Description of the task: Every record here should be printed again exactly.

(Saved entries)
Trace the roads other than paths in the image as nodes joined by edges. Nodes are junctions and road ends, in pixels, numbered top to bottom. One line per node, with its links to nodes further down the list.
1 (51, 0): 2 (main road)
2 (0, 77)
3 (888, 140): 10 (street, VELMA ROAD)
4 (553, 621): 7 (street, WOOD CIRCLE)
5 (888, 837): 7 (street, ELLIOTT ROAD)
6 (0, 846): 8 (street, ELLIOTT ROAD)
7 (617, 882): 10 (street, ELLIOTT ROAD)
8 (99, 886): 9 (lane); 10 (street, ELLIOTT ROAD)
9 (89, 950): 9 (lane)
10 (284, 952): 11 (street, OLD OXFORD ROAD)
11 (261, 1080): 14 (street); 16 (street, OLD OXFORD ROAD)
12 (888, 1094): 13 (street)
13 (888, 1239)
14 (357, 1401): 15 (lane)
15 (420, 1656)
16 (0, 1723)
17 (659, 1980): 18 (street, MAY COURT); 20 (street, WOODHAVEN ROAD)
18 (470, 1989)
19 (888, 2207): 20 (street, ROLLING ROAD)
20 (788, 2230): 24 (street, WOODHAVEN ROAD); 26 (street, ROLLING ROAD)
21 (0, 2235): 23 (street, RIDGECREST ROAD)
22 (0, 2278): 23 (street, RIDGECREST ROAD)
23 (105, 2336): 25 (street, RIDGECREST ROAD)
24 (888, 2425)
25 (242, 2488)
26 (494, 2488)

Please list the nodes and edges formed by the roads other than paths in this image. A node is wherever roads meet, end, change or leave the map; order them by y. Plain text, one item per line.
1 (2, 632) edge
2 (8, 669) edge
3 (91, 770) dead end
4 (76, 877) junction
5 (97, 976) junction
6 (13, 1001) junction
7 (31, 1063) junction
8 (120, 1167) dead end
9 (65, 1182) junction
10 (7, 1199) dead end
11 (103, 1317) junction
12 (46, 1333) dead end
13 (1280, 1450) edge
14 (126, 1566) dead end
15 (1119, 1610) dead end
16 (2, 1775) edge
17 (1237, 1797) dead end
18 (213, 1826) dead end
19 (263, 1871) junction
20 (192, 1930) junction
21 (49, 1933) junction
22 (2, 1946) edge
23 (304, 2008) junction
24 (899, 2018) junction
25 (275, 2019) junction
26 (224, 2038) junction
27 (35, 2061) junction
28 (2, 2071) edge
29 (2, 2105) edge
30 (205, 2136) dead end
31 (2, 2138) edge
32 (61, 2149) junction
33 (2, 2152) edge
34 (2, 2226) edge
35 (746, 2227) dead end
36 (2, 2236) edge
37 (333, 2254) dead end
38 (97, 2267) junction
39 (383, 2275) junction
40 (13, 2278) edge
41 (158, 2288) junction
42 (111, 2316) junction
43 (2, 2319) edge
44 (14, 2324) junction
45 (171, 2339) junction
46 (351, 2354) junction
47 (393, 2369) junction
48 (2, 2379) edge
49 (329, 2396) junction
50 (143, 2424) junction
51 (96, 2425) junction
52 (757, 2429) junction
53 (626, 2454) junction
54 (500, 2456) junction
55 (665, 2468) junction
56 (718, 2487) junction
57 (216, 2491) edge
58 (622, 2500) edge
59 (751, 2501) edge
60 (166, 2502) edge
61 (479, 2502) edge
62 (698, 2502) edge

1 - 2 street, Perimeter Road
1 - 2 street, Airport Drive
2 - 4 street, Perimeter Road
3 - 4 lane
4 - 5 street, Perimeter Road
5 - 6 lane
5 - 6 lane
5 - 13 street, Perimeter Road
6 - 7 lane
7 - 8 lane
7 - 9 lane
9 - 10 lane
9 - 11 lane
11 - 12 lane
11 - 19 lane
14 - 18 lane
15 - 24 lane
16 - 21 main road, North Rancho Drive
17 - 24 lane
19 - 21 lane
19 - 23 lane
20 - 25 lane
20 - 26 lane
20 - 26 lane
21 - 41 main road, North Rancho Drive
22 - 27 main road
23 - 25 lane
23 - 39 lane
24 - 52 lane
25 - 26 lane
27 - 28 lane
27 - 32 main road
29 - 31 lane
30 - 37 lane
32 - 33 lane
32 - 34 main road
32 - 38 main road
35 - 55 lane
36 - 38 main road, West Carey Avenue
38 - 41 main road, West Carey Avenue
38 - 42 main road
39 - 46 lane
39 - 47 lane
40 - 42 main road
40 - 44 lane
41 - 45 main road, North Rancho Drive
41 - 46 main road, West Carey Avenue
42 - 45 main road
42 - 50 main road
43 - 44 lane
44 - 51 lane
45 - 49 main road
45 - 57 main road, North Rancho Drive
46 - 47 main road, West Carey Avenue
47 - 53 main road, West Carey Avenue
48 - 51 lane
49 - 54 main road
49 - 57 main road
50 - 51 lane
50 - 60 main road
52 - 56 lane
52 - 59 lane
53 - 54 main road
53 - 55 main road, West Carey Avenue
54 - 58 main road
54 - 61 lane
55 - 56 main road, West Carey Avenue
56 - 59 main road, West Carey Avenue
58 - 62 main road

Final answer:
Trace the roads other than paths in the image as nodes joined by edges. Nodes are junctions and road ends, in pixels, numbered top to bottom. One line per node, with its links to nodes further down the list.
1 (51, 0): 2 (main road)
2 (0, 77)
3 (888, 140): 10 (street, VELMA ROAD)
4 (553, 621): 7 (street, WOOD CIRCLE)
5 (888, 837): 7 (street, ELLIOTT ROAD)
6 (0, 846): 8 (street, ELLIOTT ROAD)
7 (617, 882): 10 (street, ELLIOTT ROAD)
8 (99, 886): 9 (lane); 10 (street, ELLIOTT ROAD)
9 (89, 950): 9 (lane)
10 (284, 952): 11 (street, OLD OXFORD ROAD)
11 (261, 1080): 14 (street); 16 (street, OLD OXFORD ROAD)
12 (888, 1094): 13 (street)
13 (888, 1239)
14 (357, 1401): 15 (lane)
15 (420, 1656)
16 (0, 1723)
17 (659, 1980): 18 (street, MAY COURT); 20 (street, WOODHAVEN ROAD)
18 (470, 1989)
19 (888, 2207): 20 (street, ROLLING ROAD)
20 (788, 2230): 24 (street, WOODHAVEN ROAD); 26 (street, ROLLING ROAD)
21 (0, 2235): 23 (street, RIDGECREST ROAD)
22 (0, 2278): 23 (street, RIDGECREST ROAD)
23 (105, 2336): 25 (street, RIDGECREST ROAD)
24 (888, 2425)
25 (242, 2488)
26 (494, 2488)

Please list the nodes and edges formed by the roads other than paths in this image. A node is wherever roads meet, end, change or leave the map; order them by y. Plain text, one item per line.
1 (2, 632) edge
2 (8, 669) edge
3 (91, 770) dead end
4 (76, 877) junction
5 (97, 976) junction
6 (13, 1001) junction
7 (31, 1063) junction
8 (120, 1167) dead end
9 (65, 1182) junction
10 (7, 1199) dead end
11 (103, 1317) junction
12 (46, 1333) dead end
13 (1280, 1450) edge
14 (126, 1566) dead end
15 (1119, 1610) dead end
16 (2, 1775) edge
17 (1237, 1797) dead end
18 (213, 1826) dead end
19 (263, 1871) junction
20 (192, 1930) junction
21 (49, 1933) junction
22 (2, 1946) edge
23 (304, 2008) junction
24 (899, 2018) junction
25 (275, 2019) junction
26 (224, 2038) junction
27 (35, 2061) junction
28 (2, 2071) edge
29 (2, 2105) edge
30 (205, 2136) dead end
31 (2, 2138) edge
32 (61, 2149) junction
33 (2, 2152) edge
34 (2, 2226) edge
35 (746, 2227) dead end
36 (2, 2236) edge
37 (333, 2254) dead end
38 (97, 2267) junction
39 (383, 2275) junction
40 (13, 2278) edge
41 (158, 2288) junction
42 (111, 2316) junction
43 (2, 2319) edge
44 (14, 2324) junction
45 (171, 2339) junction
46 (351, 2354) junction
47 (393, 2369) junction
48 (2, 2379) edge
49 (329, 2396) junction
50 (143, 2424) junction
51 (96, 2425) junction
52 (757, 2429) junction
53 (626, 2454) junction
54 (500, 2456) junction
55 (665, 2468) junction
56 (718, 2487) junction
57 (216, 2491) edge
58 (622, 2500) edge
59 (751, 2501) edge
60 (166, 2502) edge
61 (479, 2502) edge
62 (698, 2502) edge

1 - 2 street, Perimeter Road
1 - 2 street, Airport Drive
2 - 4 street, Perimeter Road
3 - 4 lane
4 - 5 street, Perimeter Road
5 - 6 lane
5 - 6 lane
5 - 13 street, Perimeter Road
6 - 7 lane
7 - 8 lane
7 - 9 lane
9 - 10 lane
9 - 11 lane
11 - 12 lane
11 - 19 lane
14 - 18 lane
15 - 24 lane
16 - 21 main road, North Rancho Drive
17 - 24 lane
19 - 21 lane
19 - 23 lane
20 - 25 lane
20 - 26 lane
20 - 26 lane
21 - 41 main road, North Rancho Drive
22 - 27 main road
23 - 25 lane
23 - 39 lane
24 - 52 lane
25 - 26 lane
27 - 28 lane
27 - 32 main road
29 - 31 lane
30 - 37 lane
32 - 33 lane
32 - 34 main road
32 - 38 main road
35 - 55 lane
36 - 38 main road, West Carey Avenue
38 - 41 main road, West Carey Avenue
38 - 42 main road
39 - 46 lane
39 - 47 lane
40 - 42 main road
40 - 44 lane
41 - 45 main road, North Rancho Drive
41 - 46 main road, West Carey Avenue
42 - 45 main road
42 - 50 main road
43 - 44 lane
44 - 51 lane
45 - 49 main road
45 - 57 main road, North Rancho Drive
46 - 47 main road, West Carey Avenue
47 - 53 main road, West Carey Avenue
48 - 51 lane
49 - 54 main road
49 - 57 main road
50 - 51 lane
50 - 60 main road
52 - 56 lane
52 - 59 lane
53 - 54 main road
53 - 55 main road, West Carey Avenue
54 - 58 main road
54 - 61 lane
55 - 56 main road, West Carey Avenue
56 - 59 main road, West Carey Avenue
58 - 62 main road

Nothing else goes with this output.